真新しい制服を着た中学生が歩いていく。その隣りには、コサージュを付けたスカート姿の女性。別名、母親。
みんな笑っていて、写真を撮ったり「入学式」と書かれた看板の横で微笑んだりしている。

そのなかで私は、丸くてやさしい顔を見つけた。小学生頃から変わっていない福々しい顔は、遠くから見てもよくわかる。冗談が似合うけれど、どこか知的で、私を威圧する。

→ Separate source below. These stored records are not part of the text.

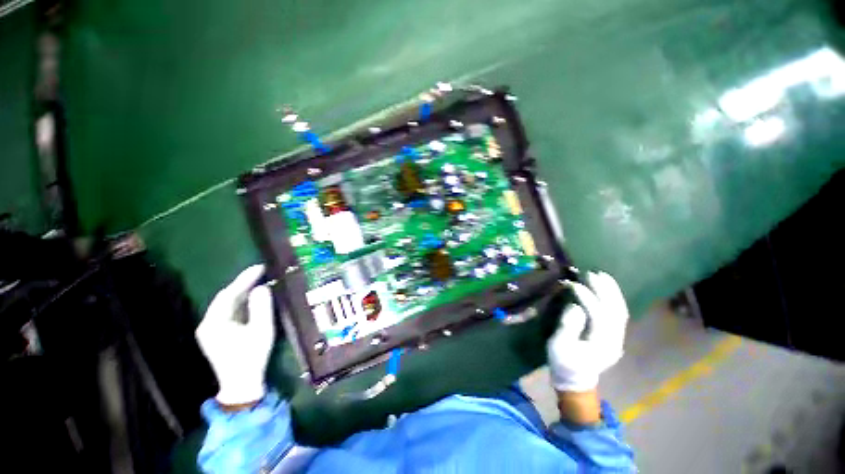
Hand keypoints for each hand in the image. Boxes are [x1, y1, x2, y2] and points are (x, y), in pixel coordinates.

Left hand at [196, 265, 274, 406]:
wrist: (242, 384)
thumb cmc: (252, 357)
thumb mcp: (261, 330)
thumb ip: (261, 307)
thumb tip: (262, 288)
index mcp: (214, 323)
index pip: (228, 294)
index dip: (245, 279)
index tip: (261, 267)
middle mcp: (208, 324)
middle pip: (225, 297)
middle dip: (243, 283)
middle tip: (262, 271)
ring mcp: (212, 329)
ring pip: (227, 304)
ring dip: (243, 292)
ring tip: (260, 280)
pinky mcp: (218, 334)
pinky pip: (230, 311)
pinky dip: (242, 302)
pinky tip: (253, 297)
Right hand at [547, 271, 628, 392]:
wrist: (575, 378)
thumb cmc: (564, 362)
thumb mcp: (559, 346)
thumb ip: (568, 328)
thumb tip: (576, 307)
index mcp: (602, 344)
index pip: (599, 315)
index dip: (588, 298)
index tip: (574, 284)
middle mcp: (615, 339)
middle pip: (615, 310)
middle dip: (605, 290)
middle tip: (591, 273)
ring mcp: (616, 336)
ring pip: (619, 310)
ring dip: (612, 291)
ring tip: (601, 275)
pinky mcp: (612, 333)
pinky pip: (617, 312)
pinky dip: (613, 297)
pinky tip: (606, 287)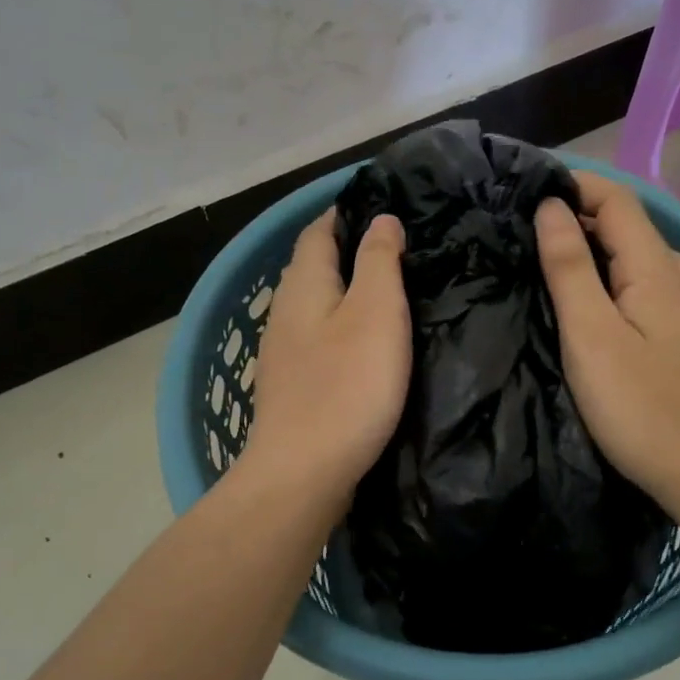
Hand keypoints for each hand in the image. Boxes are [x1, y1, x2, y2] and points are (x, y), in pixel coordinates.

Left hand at [241, 209, 410, 514]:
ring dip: (344, 293)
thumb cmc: (346, 386)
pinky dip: (341, 329)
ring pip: (315, 307)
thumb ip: (379, 261)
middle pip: (312, 268)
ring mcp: (283, 354)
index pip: (318, 232)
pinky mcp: (292, 388)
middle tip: (395, 248)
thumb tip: (381, 220)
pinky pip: (318, 341)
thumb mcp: (376, 313)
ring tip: (387, 294)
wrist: (302, 473)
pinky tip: (364, 346)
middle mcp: (285, 313)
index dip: (345, 213)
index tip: (381, 205)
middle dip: (346, 251)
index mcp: (303, 286)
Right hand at [535, 173, 679, 517]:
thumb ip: (569, 268)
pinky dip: (610, 280)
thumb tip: (551, 207)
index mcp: (655, 268)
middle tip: (524, 231)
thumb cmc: (642, 407)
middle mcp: (676, 278)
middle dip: (578, 216)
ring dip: (594, 250)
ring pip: (636, 259)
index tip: (525, 193)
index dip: (574, 185)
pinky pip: (642, 288)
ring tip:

小学生の頃の彼女には彼氏がいた。私がその彼と仲良くしていたからといって「今度はえむに手を出した」なんて、意味不明なことを言って私を困らせた。「なんで、えむなんかと……」「女なら誰でもいいんだ」とか何とか。

彼女的には浮気されたと思って、頭に血がのぼったのかもしれないけれど、ボヤもいいところだ。

歴史が好きな彼と、歴史談義をしていただけなのに、ああ面倒くさい。でも、それ以外はとてもいい子だったから、嫌いではなかった。
なのに、なんでだろう。
あまり近づきたくない、こわい感じがするのだ。

きっと彼女は頭がよくて、生徒会長とかずんずんやっていけそうなタイプだから、どこかで線を引いていたのかもしれない。大人になってからの彼女は、ふつうの大人の女性であり、生徒会長でもない。私と同じママさんだけど、娘の中学校の入学式で再びあった私は、とっさに逃げていた。

すり込まれた「私なんか……」という鬱陶しい気持ちは、いくら着飾っても消えやしないのだ。

新中学生たちが、写真を撮りながら笑っている。風がふき桃色の花びらが落ちていく。
友だちとの時間に夢中な娘。

「先に帰るね」と言葉を残し、ゆっくりと校門から出ていった。